Gluten Free Flour-Weight Conversions and Measuring 101


I adore recipes written in grams, its so much easier to duplicate results time after time!  I've been using and loving this volume-weight chart for awhile and it recently occurred to me to test its accuracy.  I scooped the flours out of the bags with my measuring scoop and then leveled it off.  I was stunned by how much variation there was from the chart. 

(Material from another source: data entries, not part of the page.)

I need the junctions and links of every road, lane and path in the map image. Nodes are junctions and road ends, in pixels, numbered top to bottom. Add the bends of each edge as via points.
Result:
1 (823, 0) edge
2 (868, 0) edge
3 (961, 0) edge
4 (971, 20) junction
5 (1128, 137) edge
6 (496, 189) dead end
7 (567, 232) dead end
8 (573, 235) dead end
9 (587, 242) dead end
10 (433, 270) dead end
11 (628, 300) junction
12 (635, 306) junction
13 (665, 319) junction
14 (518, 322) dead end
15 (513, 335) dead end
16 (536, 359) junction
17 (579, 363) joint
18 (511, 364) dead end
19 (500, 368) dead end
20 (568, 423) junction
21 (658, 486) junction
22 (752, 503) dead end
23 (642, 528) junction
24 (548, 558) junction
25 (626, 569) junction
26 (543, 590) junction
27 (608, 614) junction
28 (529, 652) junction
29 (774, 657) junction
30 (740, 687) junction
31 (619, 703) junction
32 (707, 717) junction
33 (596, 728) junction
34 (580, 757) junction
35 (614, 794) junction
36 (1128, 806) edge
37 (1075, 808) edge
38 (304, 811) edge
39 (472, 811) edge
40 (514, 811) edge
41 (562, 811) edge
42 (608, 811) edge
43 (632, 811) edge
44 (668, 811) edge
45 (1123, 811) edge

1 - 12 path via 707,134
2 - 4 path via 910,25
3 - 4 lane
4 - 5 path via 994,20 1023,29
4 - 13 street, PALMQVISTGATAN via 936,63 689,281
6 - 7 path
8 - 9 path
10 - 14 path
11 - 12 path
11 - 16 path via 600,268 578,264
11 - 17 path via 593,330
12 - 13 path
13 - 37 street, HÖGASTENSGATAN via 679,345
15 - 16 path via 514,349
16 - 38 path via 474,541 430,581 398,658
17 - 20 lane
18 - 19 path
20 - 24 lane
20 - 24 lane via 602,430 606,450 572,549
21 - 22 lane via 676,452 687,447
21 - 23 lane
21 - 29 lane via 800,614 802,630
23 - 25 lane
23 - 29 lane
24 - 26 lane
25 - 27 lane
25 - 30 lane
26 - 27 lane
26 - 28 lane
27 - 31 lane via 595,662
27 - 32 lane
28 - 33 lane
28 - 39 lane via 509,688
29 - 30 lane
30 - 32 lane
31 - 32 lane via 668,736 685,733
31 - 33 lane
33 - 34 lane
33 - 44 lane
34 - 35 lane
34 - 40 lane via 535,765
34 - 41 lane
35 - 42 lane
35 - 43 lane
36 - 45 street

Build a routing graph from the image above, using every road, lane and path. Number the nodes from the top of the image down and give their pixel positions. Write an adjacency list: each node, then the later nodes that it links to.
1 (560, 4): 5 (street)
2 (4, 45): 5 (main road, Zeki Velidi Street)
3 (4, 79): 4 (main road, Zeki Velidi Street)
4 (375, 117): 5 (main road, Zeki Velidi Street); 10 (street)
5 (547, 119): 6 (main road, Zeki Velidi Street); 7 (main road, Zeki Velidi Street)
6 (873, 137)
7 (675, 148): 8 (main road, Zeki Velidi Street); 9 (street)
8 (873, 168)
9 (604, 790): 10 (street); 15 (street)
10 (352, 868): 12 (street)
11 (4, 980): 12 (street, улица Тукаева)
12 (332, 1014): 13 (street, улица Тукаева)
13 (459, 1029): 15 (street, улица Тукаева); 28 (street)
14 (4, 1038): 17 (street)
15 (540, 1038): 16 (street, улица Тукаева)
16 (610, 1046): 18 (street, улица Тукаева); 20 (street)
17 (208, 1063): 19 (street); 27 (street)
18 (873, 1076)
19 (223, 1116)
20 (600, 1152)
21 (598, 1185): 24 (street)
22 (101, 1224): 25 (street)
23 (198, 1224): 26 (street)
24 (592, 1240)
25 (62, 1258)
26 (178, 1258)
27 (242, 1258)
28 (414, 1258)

Amaranth: 140g instead of 120g
Brown Rice: 148g instead of 158g
Cornmeal:150g instead of 128g
Millet: 172g instead of 120g
Oat flour: 88g instead of 120g
Pea protein powder: 144g (split pea flour is 160g)
Sorghum: 156g instead 127g
Sweet rice: 180g instead of 204g
Tapioca: 140g instead of 125g
Brown teff: 152g instead of 120g

(an average difference of about 30g per cup of flour from the standard!) 

Problems:
1) Measuring 101:  When a recipe calls for 1 cup of brown rice flour, it is asking for 158g.  The proper way to measure flour is to sift first or spoon it out of the bag into the cup. (Don't scoop it out of the bag with your cup or tap the cup after you fill it like me.)  Then level the flour with a straight edge.  Even if you do this, you probably won't get exactly 158 grams, just something close.  Volumetric measurement is really imprecise.  It works for general cooking, but for baking mass is better.
2) Your flour may my be too fine or too coarse making it more or less dense than typical.  I grind my own flour and it is superfine.
4) You don’t know the accuracy of the cups or flour texture the author of your recipe used, you can only guess based on their level of expertise as a baker.  A less expert baker probably scooped their flour with the cup and will have higher flour weights per cup, around 25g.  If you convert to mass you may be off by as much as 50g!  If you're not sure about the recipe author's measuring technique, use cups and do not convert to grams using a chart.
5) If you add 1/4 cup of four types of flour like we often do in gluten free baking, you have four chances to add slightly too much or slightly too little flour, you won’t notice like you would with 1 cup of one type of flour.  You could be off by as much as 1/4 cup of flour per cup in the end even if your flour was nicely sifted!

What to do:
1) Look for recipes written in grams!
2) Use measuring cups if the recipe is written in cups and developed by a regular person at home it is probably closer than the weight conversion.  Also, they most likely scooped their flour out of the container rather than spoon filling or sifting their flour, so do it that way.
3) Ask the recipe author about how they measure their flour and if their flour is a standard storebought flour (Bob's, King Arthur, etc), home ground, superfine, gritty, etc.  If they have superfine home ground flour instead of storebought flour, their flour might be denser per cup by 10-20g.
3) Expect that recipes from professionals will be the most likely to convert well from volume to weight because they measure more accurately and often use store bought flours.
4) If adding small amounts of lots of different flours, be extra careful to make sure each flour addition is measured accurately.  Look for recipes that have you blend the flour separately and then add one measurement of the blend, there is much less room for error.